**TASK INPUT**
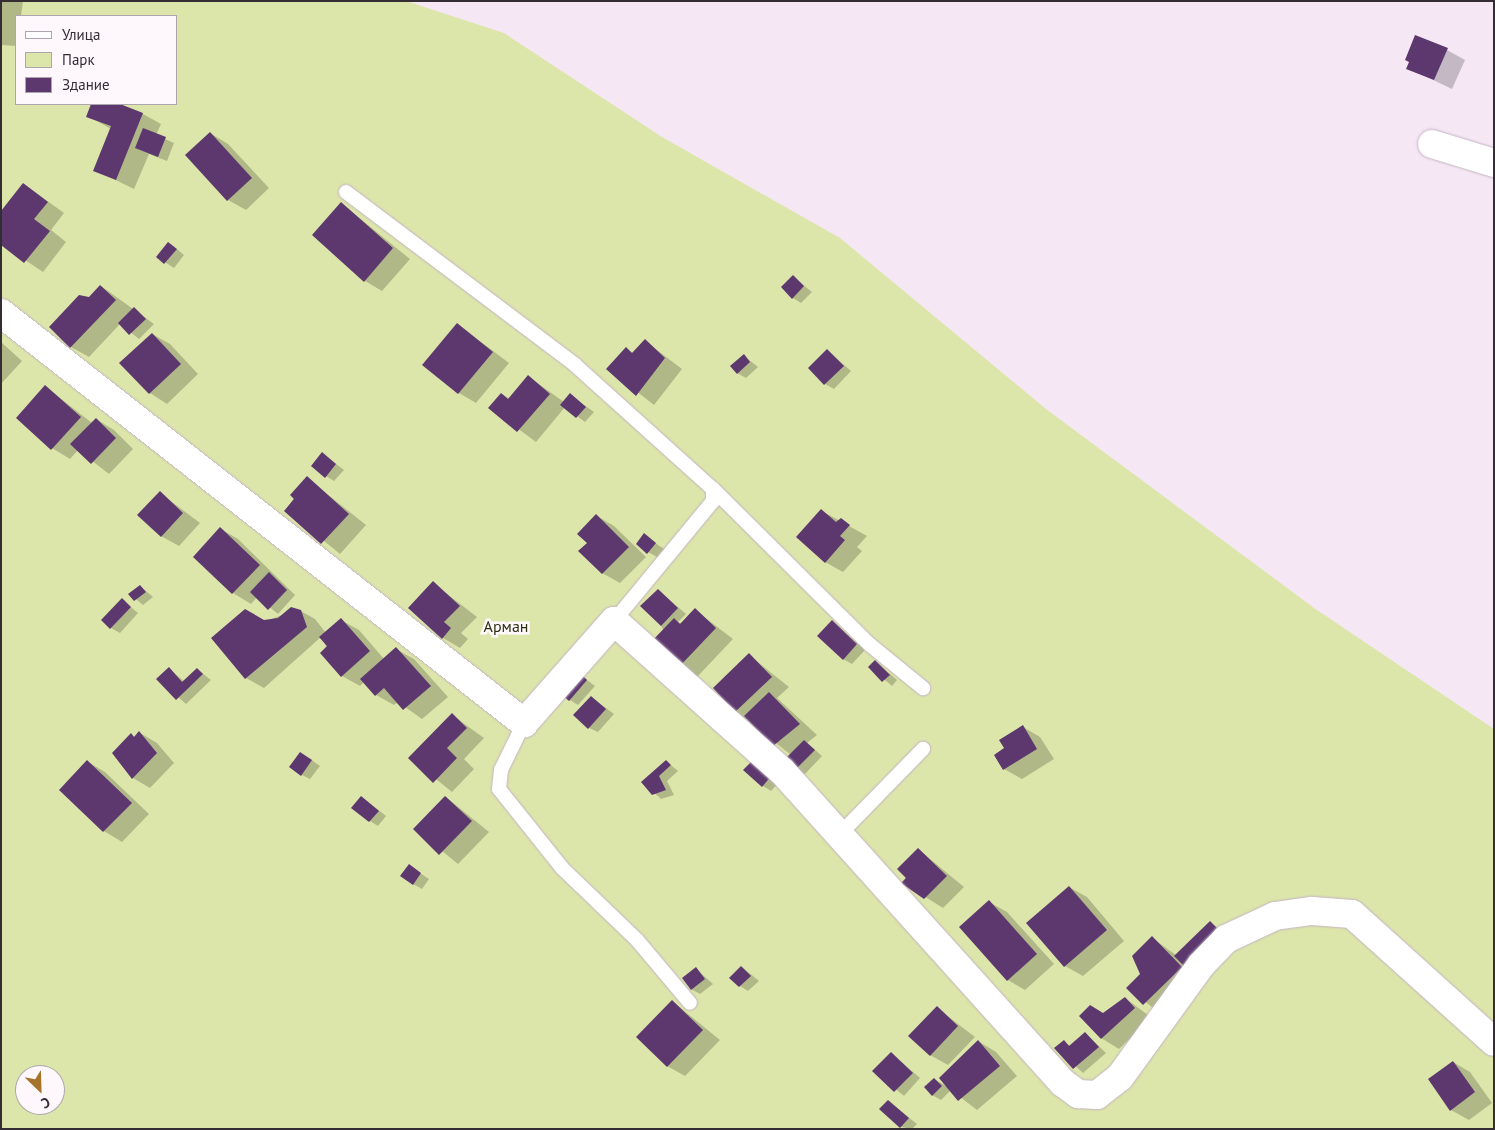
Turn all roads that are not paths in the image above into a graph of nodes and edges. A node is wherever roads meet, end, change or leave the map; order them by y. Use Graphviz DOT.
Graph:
graph roads {
  1 [pos="1432,144"];
  2 [pos="1494,163"];
  3 [pos="346,192"];
  4 [pos="1,313"];
  5 [pos="713,489"];
  6 [pos="614,621"];
  7 [pos="923,688"];
  8 [pos="524,723"];
  9 [pos="923,749"];
  10 [pos="840,834"];
  11 [pos="690,1003"];
  12 [pos="1494,1042"];
  1 -- 2 [label="street"];
  3 -- 5 [label="lane"];
  4 -- 8 [label="street"];
  5 -- 6 [label="lane"];
  5 -- 7 [label="lane"];
  6 -- 8 [label="street"];
  6 -- 10 [label="street"];
  8 -- 11 [label="lane"];
  9 -- 10 [label="lane"];
  10 -- 12 [label="street"];
}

**WORK TO BE COMPLETED**
Print the data once more without any change, skipping each picture.

**ANSWER SPACE**
Turn all roads that are not paths in the image above into a graph of nodes and edges. A node is wherever roads meet, end, change or leave the map; order them by y. Use Graphviz DOT.
Graph:
graph roads {
  1 [pos="1432,144"];
  2 [pos="1494,163"];
  3 [pos="346,192"];
  4 [pos="1,313"];
  5 [pos="713,489"];
  6 [pos="614,621"];
  7 [pos="923,688"];
  8 [pos="524,723"];
  9 [pos="923,749"];
  10 [pos="840,834"];
  11 [pos="690,1003"];
  12 [pos="1494,1042"];
  1 -- 2 [label="street"];
  3 -- 5 [label="lane"];
  4 -- 8 [label="street"];
  5 -- 6 [label="lane"];
  5 -- 7 [label="lane"];
  6 -- 8 [label="street"];
  6 -- 10 [label="street"];
  8 -- 11 [label="lane"];
  9 -- 10 [label="lane"];
  10 -- 12 [label="street"];
}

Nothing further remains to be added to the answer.